Intervention de Édouard Courtial

Séance en hémicycle du 12 juin 2014 à 15h00
Formation pratique aux premiers secours dans la préparation du permis de conduire — Discussion générale

Photo issue du site de l'Assemblée nationale ou de WikipediaÉdouard Courtial :

Madame la présidente, madame la ministre, monsieur le rapporteur, mes chers collègues, en l’état actuel du droit, la connaissance des gestes de premiers secours n’est ni enseignée ni évaluée dans le cadre de la préparation de l’examen du permis de conduire, même professionnel. L’objet de cette proposition de loi est de pallier cette carence et, d’une manière plus concrète, de contribuer à sauver des vies.

La moitié des victimes de la route décèdent en effet dans les minutes qui suivent l’accident. La survie des blessés les plus gravement atteints est donc liée à la rapidité de leur prise en charge par les services de secours. L’Organisation mondiale de la santé remarque ainsi, en 2005, que « même les systèmes de secours les plus sophistiqués et les mieux équipés ne peuvent pas grand-chose si les témoins sont incapables d’analyser le degré de gravité de la situation, n’appellent pas à l’aide et ne pratiquent pas les soins de base avant que les services de secours n’arrivent sur place. C’est encore plus manifeste dans les zones rurales. »

Le lien entre les témoins de l’accident et les services de secours est donc essentiel. Mais l’état de panique que peut susciter la survenance d’un accident conduit certains témoins à oublier les gestes essentiels qui consistent tout simplement à alerter les secours et à protéger le lieu de l’accident. En France, le niveau de formation aux premiers secours est faible et les dispositifs généraux de formation ne permettent pas de préparer efficacement les conducteurs à cette question. Aucune exigence de connaître les gestes de secourisme n’est imposée aux candidats au permis de conduire, même à ceux du permis de conduire professionnel.

Face à ce constat, de nombreuses initiatives parlementaires ont tenté de modifier l’état actuel du droit. La loi du 12 juin 2003 renforçant la lutte contre la violence routière a ainsi créé une obligation de sensibilisation des candidats au permis de conduire à la formation aux premiers secours. Toutefois, en l’absence de décret d’application, cette obligation est restée lettre morte. Plusieurs propositions de loi ont été déposées afin d’imposer une formation pratique aux gestes de premiers secours lors du passage du permis de conduire. La dernière en date a été déposée le 23 août 2012 par notre excellent collègue Bernard Gérard, dont je salue la constance et l’engagement sur ce sujet, et qui est notre rapporteur aujourd’hui. Cette première proposition de loi a toutefois été rejetée le 11 octobre 2012.

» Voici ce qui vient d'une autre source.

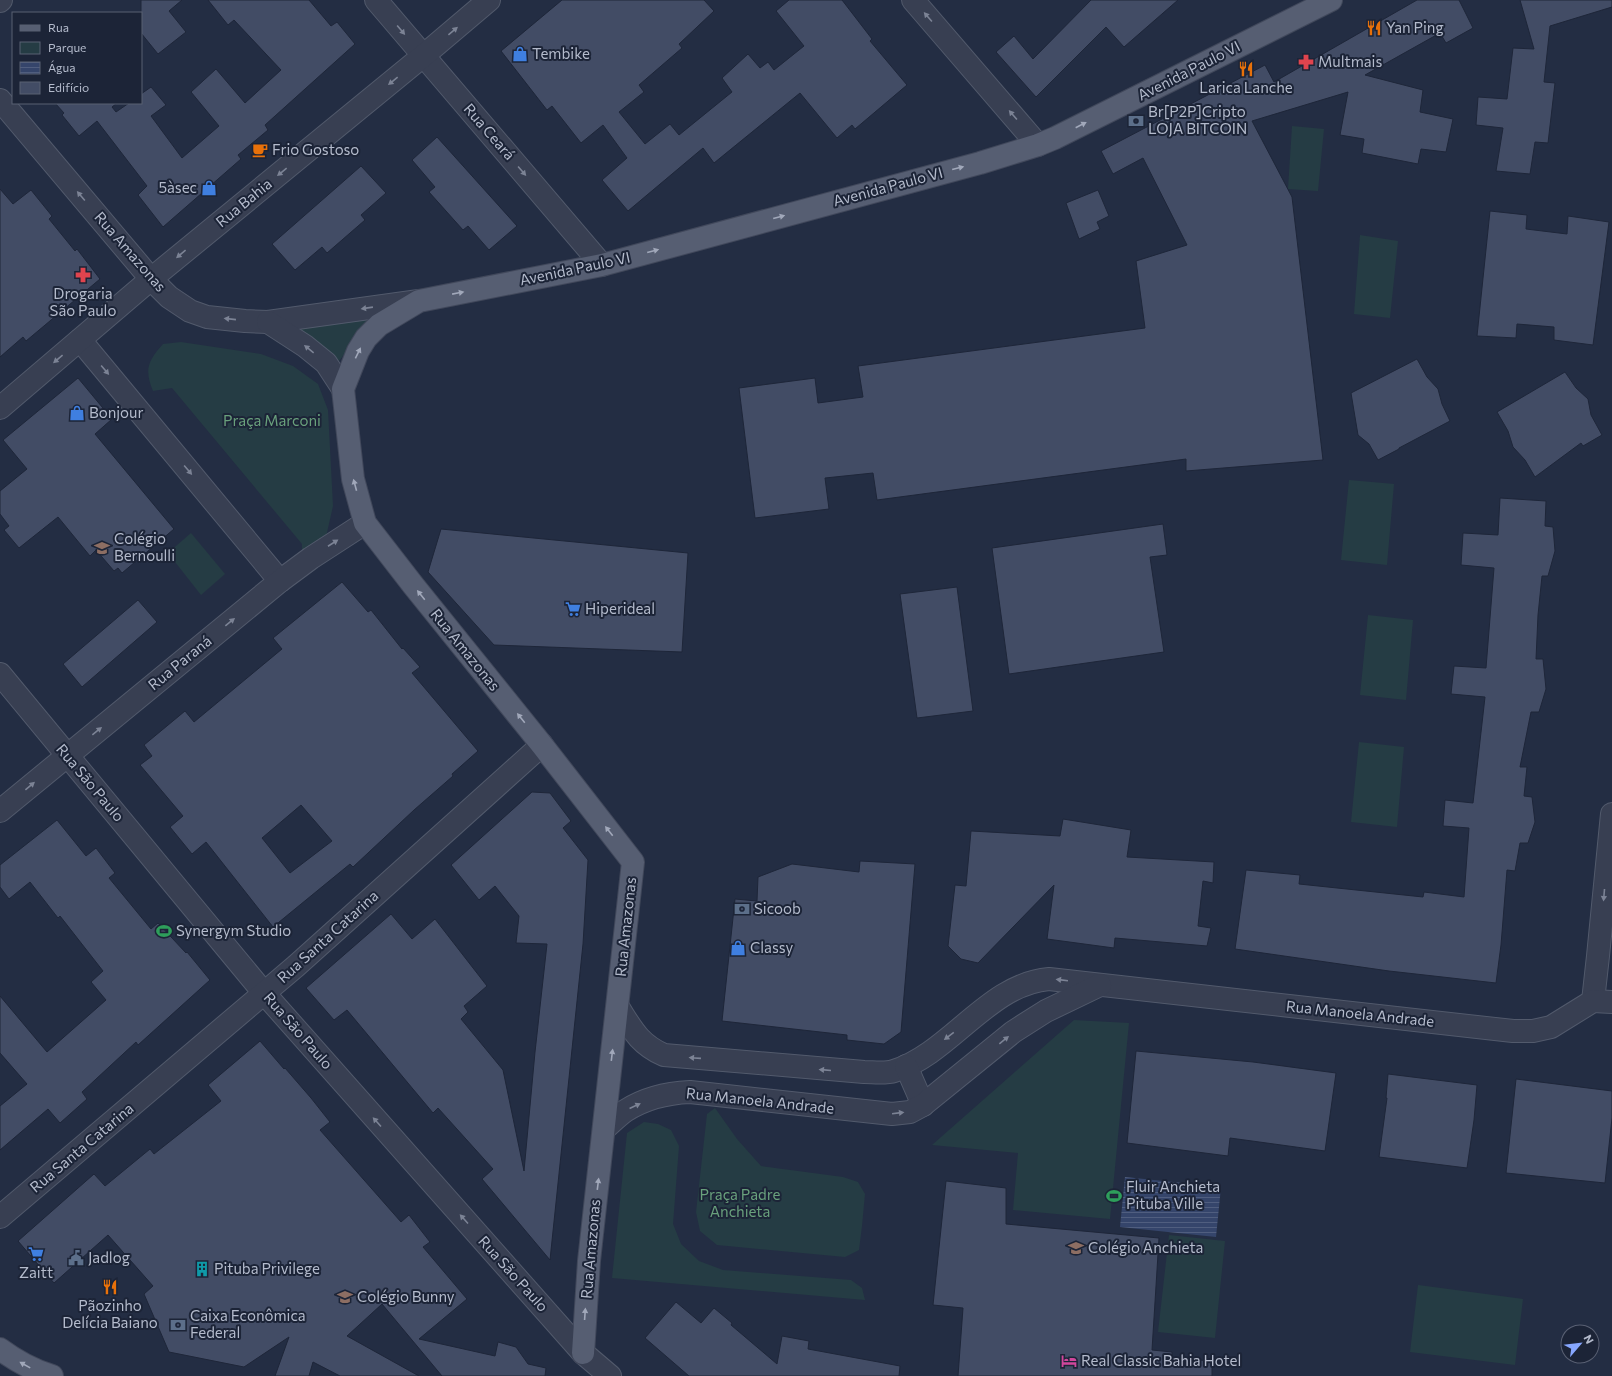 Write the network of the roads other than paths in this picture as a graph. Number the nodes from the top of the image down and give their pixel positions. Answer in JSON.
{"nodes":[{"id":1,"x":376,"y":0,"type":"edge"},
{"id":2,"x":489,"y":0,"type":"edge"},
{"id":3,"x":913,"y":0,"type":"edge"},
{"id":4,"x":1331,"y":0,"type":"edge"},
{"id":5,"x":423,"y":56,"type":"junction"},
{"id":6,"x":0,"y":100,"type":"edge"},
{"id":7,"x":1038,"y":145,"type":"junction"},
{"id":8,"x":602,"y":265,"type":"junction"},
{"id":9,"x":151,"y":279,"type":"junction"},
{"id":10,"x":419,"y":301,"type":"junction"},
{"id":11,"x":268,"y":322,"type":"junction"},
{"id":12,"x":80,"y":340,"type":"junction"},
{"id":13,"x":343,"y":388,"type":"junction"},
{"id":14,"x":0,"y":408,"type":"edge"},
{"id":15,"x":365,"y":523,"type":"junction"},
{"id":16,"x":280,"y":581,"type":"junction"},
{"id":17,"x":0,"y":674,"type":"edge"},
{"id":18,"x":542,"y":744,"type":"junction"},
{"id":19,"x":67,"y":756,"type":"junction"},
{"id":20,"x":0,"y":811,"type":"edge"},
{"id":21,"x":1612,"y":814,"type":"edge"},
{"id":22,"x":1605,"y":956,"type":"edge"},
{"id":23,"x":1100,"y":985,"type":"junction"},
{"id":24,"x":264,"y":993,"type":"junction"},
{"id":25,"x":1602,"y":1001,"type":"edge"},
{"id":26,"x":618,"y":1007,"type":"junction"},
{"id":27,"x":906,"y":1066,"type":"junction"},
{"id":28,"x":923,"y":1105,"type":"junction"},
{"id":29,"x":604,"y":1129,"type":"junction"},
{"id":30,"x":0,"y":1217,"type":"edge"},
{"id":31,"x":0,"y":1349,"type":"edge"},
{"id":32,"x":583,"y":1353,"type":"junction"},
{"id":33,"x":52,"y":1376,"type":"edge"},
{"id":34,"x":610,"y":1376,"type":"edge"}],
"edges":[{"from":1,"to":5,"type":"street","name":"Rua Ceará","one_way":true},
{"from":5,"to":2,"type":"street","name":"Rua Bahia","one_way":true},
{"from":7,"to":3,"type":"street","one_way":true},
{"from":7,"to":4,"type":"main road","name":"Avenida Paulo VI","one_way":true},
{"from":5,"to":8,"type":"street","name":"Rua Ceará","one_way":true},
{"from":5,"to":9,"type":"street","name":"Rua Bahia","one_way":true},
{"from":9,"to":6,"type":"street","name":"Rua Amazonas","one_way":true},
{"from":8,"to":7,"type":"main road","name":"Avenida Paulo VI","one_way":true},
{"from":10,"to":8,"type":"main road","name":"Avenida Paulo VI","one_way":true},
{"from":11,"to":9,"type":"street","name":"Rua Amazonas","one_way":true},
{"from":9,"to":12,"type":"street","name":"Rua Bahia"},
{"from":10,"to":11,"type":"street","name":"Avenida Paulo VI","one_way":true},
{"from":13,"to":10,"type":"main road","name":"Avenida Paulo VI","one_way":true},
{"from":13,"to":11,"type":"street","name":"Rua Amazonas","one_way":true},
{"from":12,"to":14,"type":"street","name":"Rua Bahia","one_way":true},
{"from":12,"to":16,"type":"street","one_way":true},
{"from":15,"to":13,"type":"main road","name":"Rua Amazonas","one_way":true},
{"from":16,"to":15,"type":"street","name":"Rua Paraná","one_way":true},
{"from":18,"to":15,"type":"main road","name":"Rua Amazonas","one_way":true},
{"from":19,"to":16,"type":"street","name":"Rua Paraná","one_way":true},
{"from":17,"to":19,"type":"street","name":"Rua São Paulo"},
{"from":18,"to":24,"type":"street","name":"Rua Santa Catarina"},
{"from":26,"to":18,"type":"main road","name":"Rua Amazonas","one_way":true},
{"from":20,"to":19,"type":"street","name":"Rua Paraná","one_way":true},
{"from":19,"to":24,"type":"street","name":"Rua São Paulo"},
{"from":21,"to":22,"type":"street","one_way":true},
{"from":22,"to":25,"type":"street"},
{"from":23,"to":25,"type":"street","name":"Rua Manoela Andrade"},
{"from":23,"to":27,"type":"street","name":"Rua Manoela Andrade","one_way":true},
{"from":28,"to":23,"type":"street","name":"Rua Manoela Andrade","one_way":true},
{"from":24,"to":30,"type":"street","name":"Rua Santa Catarina"},
{"from":32,"to":24,"type":"street","name":"Rua São Paulo","one_way":true},
{"from":27,"to":26,"type":"street","name":"Rua Manoela Andrade","one_way":true},
{"from":29,"to":26,"type":"main road","name":"Rua Amazonas","one_way":true},
{"from":27,"to":28,"type":"street"},
{"from":29,"to":28,"type":"street","name":"Rua Manoela Andrade","one_way":true},
{"from":32,"to":29,"type":"main road","name":"Rua Amazonas","one_way":true},
{"from":33,"to":31,"type":"main road","one_way":true},
{"from":32,"to":34,"type":"street","name":"Rua São Paulo"}]}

Elle visait initialement à instaurer une troisième épreuve au permis de conduire, qui sanctionnerait une formation aux « notions élémentaires de premiers secours ». Cette formation était définie par le texte comme l’apprentissage de cinq gestes fondamentaux. Cette formulation posait deux types de difficultés pratiques.

En premier lieu, la création d’une épreuve supplémentaire spécifique est rapidement apparue comme impossible. D’une part, elle entraînerait nécessairement un surcoût, même faible, qui pèserait in fine sur les candidats au permis de conduire ; or le coût de la formation au permis de conduire est évalué en France à près de 1 500 euros, un montant qui se situe certes dans la moyenne européenne, mais qui reste très élevé. D’autre part, au regard des 900 000 candidats annuels, la création de cette épreuve saturerait les associations et les structures capables de délivrer cette formation. Elle conduirait nécessairement à un allongement très important du délai d’attente avant le passage du permis de conduire. Cela n’est pas envisageable, car on observe déjà une tendance à l’allongement de ce délai : de 86 jours d’attente en moyenne en 2012, il s’établit à environ 90 jours à 95 jours pour l’année 2013.

En second lieu, le fait de préciser dans la loi le contenu de la formation aux premiers secours était loin d’être évident. Les « cinq gestes qui sauvent » ont pu faire consensus au moment du lancement de ce programme dans les années 1970, mais aujourd’hui, il est préférable de laisser au pouvoir réglementaire le soin de définir cette formation et de la faire évoluer en fonction des connaissances et des techniques nouvelles. Le Sénat a par conséquent adopté un amendement visant à reformuler l’article unique de la proposition de loi pour imposer non plus une épreuve spécifique, mais une formation obligatoire aux notions élémentaires de premiers secours en cas d’accident de la circulation. La connaissance des notions élémentaires des premiers secours sera bien évaluée, mais dans le cadre des épreuves existantes.

Cette rédaction simplifiée n’offre plus prise aux critiques relatives à l’ancienne version de la proposition de loi. Elle a été adoptée sans modification et à l’unanimité par le Sénat.